▸ PROBLEM REQUIREMENTS: Copy every record below exactly as written, but leave out the pictures.

▸ DATA SUPPLIED:
——

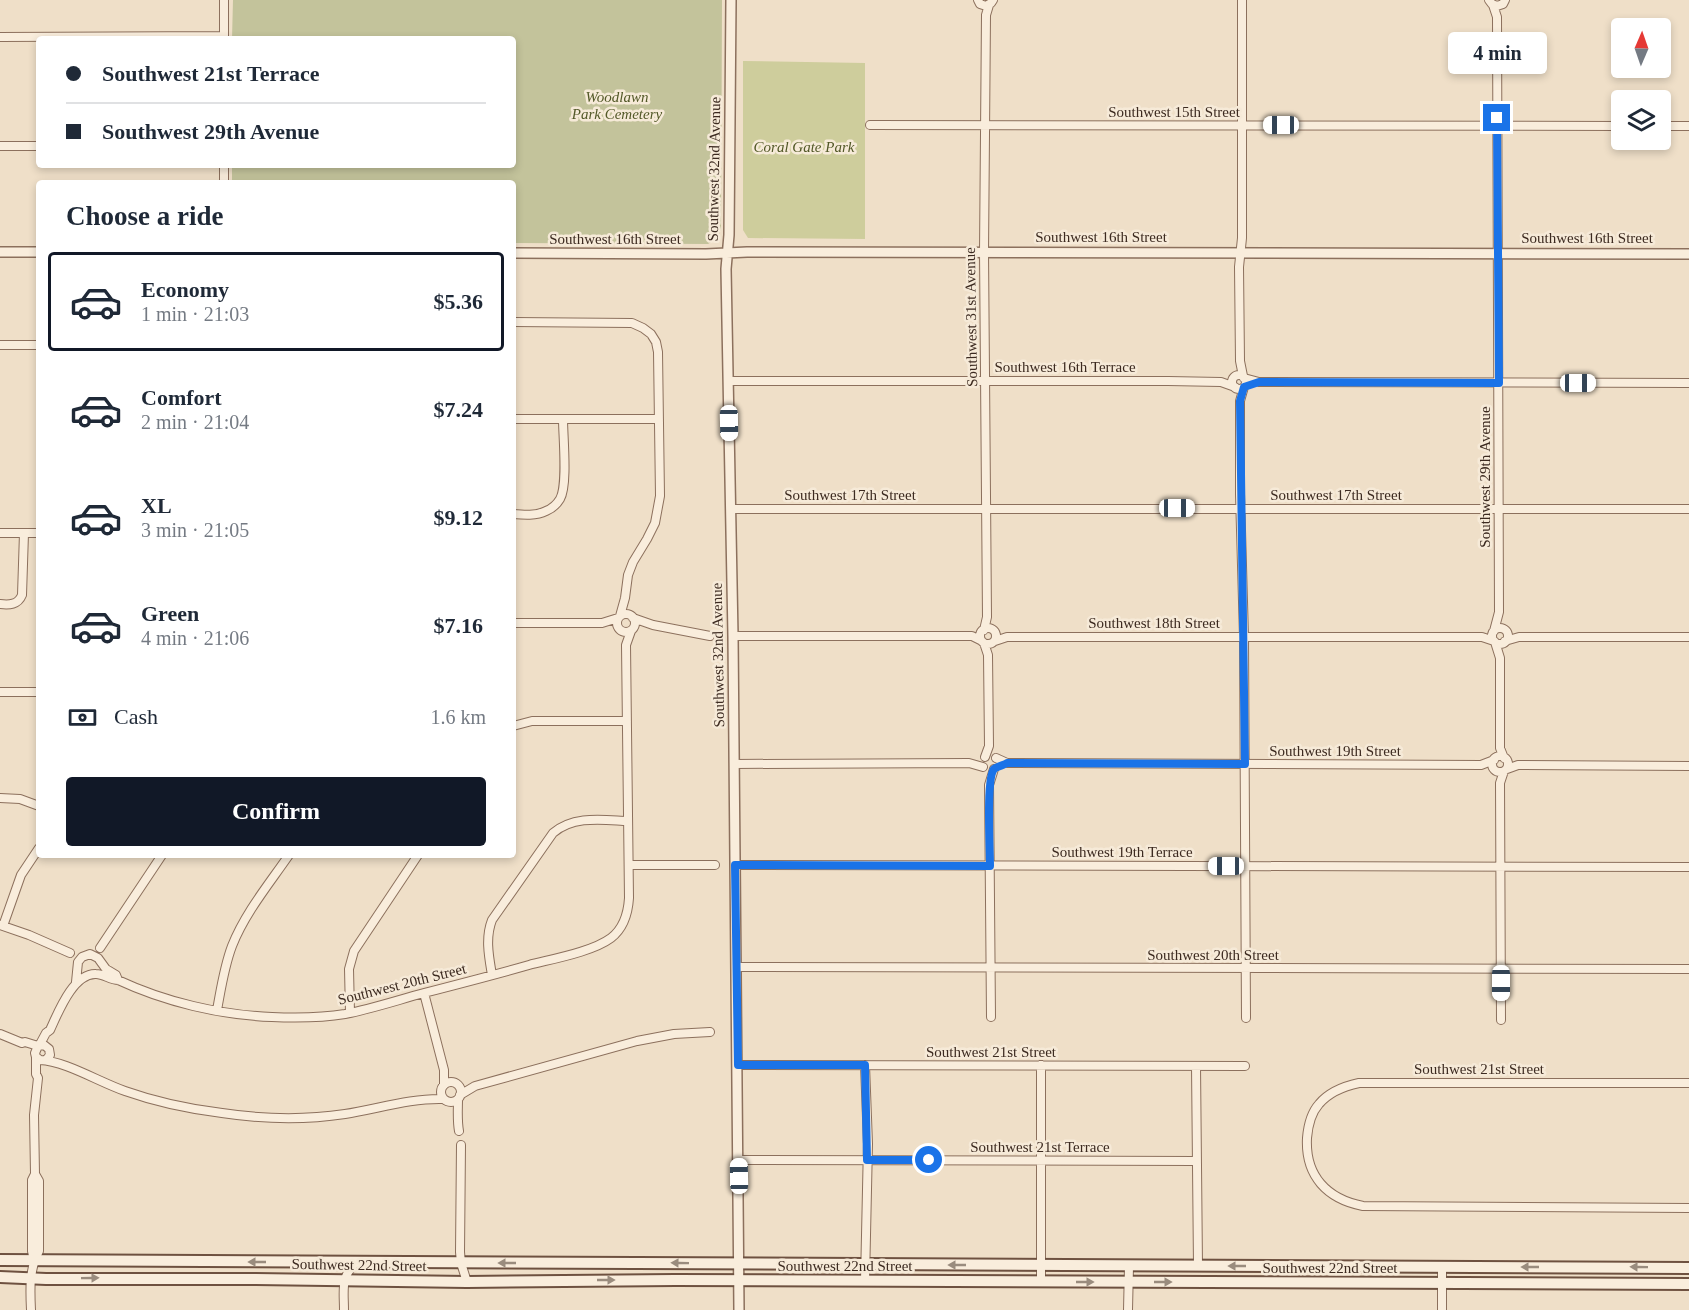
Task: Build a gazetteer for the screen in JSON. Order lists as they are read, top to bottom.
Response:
{
  "streets": {
    "main road": ["Southwest 22nd Street"],
    "street": [
      "Southwest 15th Street",
      "Southwest 32nd Avenue",
      "Southwest 16th Street",
      "Southwest 31st Avenue",
      "Southwest 16th Terrace",
      "Southwest 29th Avenue",
      "Southwest 17th Street",
      "Southwest 18th Street",
      "Southwest 19th Street",
      "Southwest 19th Terrace",
      "Southwest 20th Street",
      "Southwest 21st Street",
      "Southwest 21st Terrace"
    ]
  },
  "crossings": [
    ["Southwest 15th Street", "Southwest 31st Avenue"],
    ["Southwest 15th Street", "Southwest 29th Avenue"],
    ["Southwest 32nd Avenue", "Southwest 16th Street"],
    ["Southwest 32nd Avenue", "Southwest 16th Terrace"],
    ["Southwest 32nd Avenue", "Southwest 17th Street"],
    ["Southwest 32nd Avenue", "Southwest 19th Terrace"],
    ["Southwest 32nd Avenue", "Southwest 20th Street"],
    ["Southwest 32nd Avenue", "Southwest 21st Street"],
    ["Southwest 32nd Avenue", "Southwest 21st Terrace"],
    ["Southwest 32nd Avenue", "Southwest 22nd Street"],
    ["Southwest 16th Street", "Southwest 31st Avenue"],
    ["Southwest 16th Street", "Southwest 29th Avenue"],
    ["Southwest 31st Avenue", "Southwest 16th Terrace"],
    ["Southwest 31st Avenue", "Southwest 17th Street"],
    ["Southwest 31st Avenue", "Southwest 18th Street"],
    ["Southwest 16th Terrace", "Southwest 29th Avenue"],
    ["Southwest 29th Avenue", "Southwest 17th Street"],
    ["Southwest 29th Avenue", "Southwest 18th Street"]
  ],
  "parks": ["Woodlawn Park Cemetery", "Coral Gate Park"],
  "north": "top",
  "page": {
    "bubble": "4 min",
    "banner": ["Southwest 21st Terrace", "Southwest 29th Avenue"],
    "heading": "Choose a ride",
    "list": [
      {
        "name": "Economy",
        "note": "1 min · 21:03",
        "value": "$5.36"
      },
      {
        "name": "Comfort",
        "note": "2 min · 21:04",
        "value": "$7.24"
      },
      {
        "name": "XL",
        "note": "3 min · 21:05",
        "value": "$9.12"
      },
      {
        "name": "Green",
        "note": "4 min · 21:06",
        "value": "$7.16"
      }
    ],
    "pay": ["Cash", "1.6 km"],
    "buttons": "Confirm"
  }
}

——

▸ ANSWER BOX:
Task: Build a gazetteer for the screen in JSON. Order lists as they are read, top to bottom.
Response:
{
  "streets": {
    "main road": ["Southwest 22nd Street"],
    "street": [
      "Southwest 15th Street",
      "Southwest 32nd Avenue",
      "Southwest 16th Street",
      "Southwest 31st Avenue",
      "Southwest 16th Terrace",
      "Southwest 29th Avenue",
      "Southwest 17th Street",
      "Southwest 18th Street",
      "Southwest 19th Street",
      "Southwest 19th Terrace",
      "Southwest 20th Street",
      "Southwest 21st Street",
      "Southwest 21st Terrace"
    ]
  },
  "crossings": [
    ["Southwest 15th Street", "Southwest 31st Avenue"],
    ["Southwest 15th Street", "Southwest 29th Avenue"],
    ["Southwest 32nd Avenue", "Southwest 16th Street"],
    ["Southwest 32nd Avenue", "Southwest 16th Terrace"],
    ["Southwest 32nd Avenue", "Southwest 17th Street"],
    ["Southwest 32nd Avenue", "Southwest 19th Terrace"],
    ["Southwest 32nd Avenue", "Southwest 20th Street"],
    ["Southwest 32nd Avenue", "Southwest 21st Street"],
    ["Southwest 32nd Avenue", "Southwest 21st Terrace"],
    ["Southwest 32nd Avenue", "Southwest 22nd Street"],
    ["Southwest 16th Street", "Southwest 31st Avenue"],
    ["Southwest 16th Street", "Southwest 29th Avenue"],
    ["Southwest 31st Avenue", "Southwest 16th Terrace"],
    ["Southwest 31st Avenue", "Southwest 17th Street"],
    ["Southwest 31st Avenue", "Southwest 18th Street"],
    ["Southwest 16th Terrace", "Southwest 29th Avenue"],
    ["Southwest 29th Avenue", "Southwest 17th Street"],
    ["Southwest 29th Avenue", "Southwest 18th Street"]
  ],
  "parks": ["Woodlawn Park Cemetery", "Coral Gate Park"],
  "north": "top",
  "page": {
    "bubble": "4 min",
    "banner": ["Southwest 21st Terrace", "Southwest 29th Avenue"],
    "heading": "Choose a ride",
    "list": [
      {
        "name": "Economy",
        "note": "1 min · 21:03",
        "value": "$5.36"
      },
      {
        "name": "Comfort",
        "note": "2 min · 21:04",
        "value": "$7.24"
      },
      {
        "name": "XL",
        "note": "3 min · 21:05",
        "value": "$9.12"
      },
      {
        "name": "Green",
        "note": "4 min · 21:06",
        "value": "$7.16"
      }
    ],
    "pay": ["Cash", "1.6 km"],
    "buttons": "Confirm"
  }
}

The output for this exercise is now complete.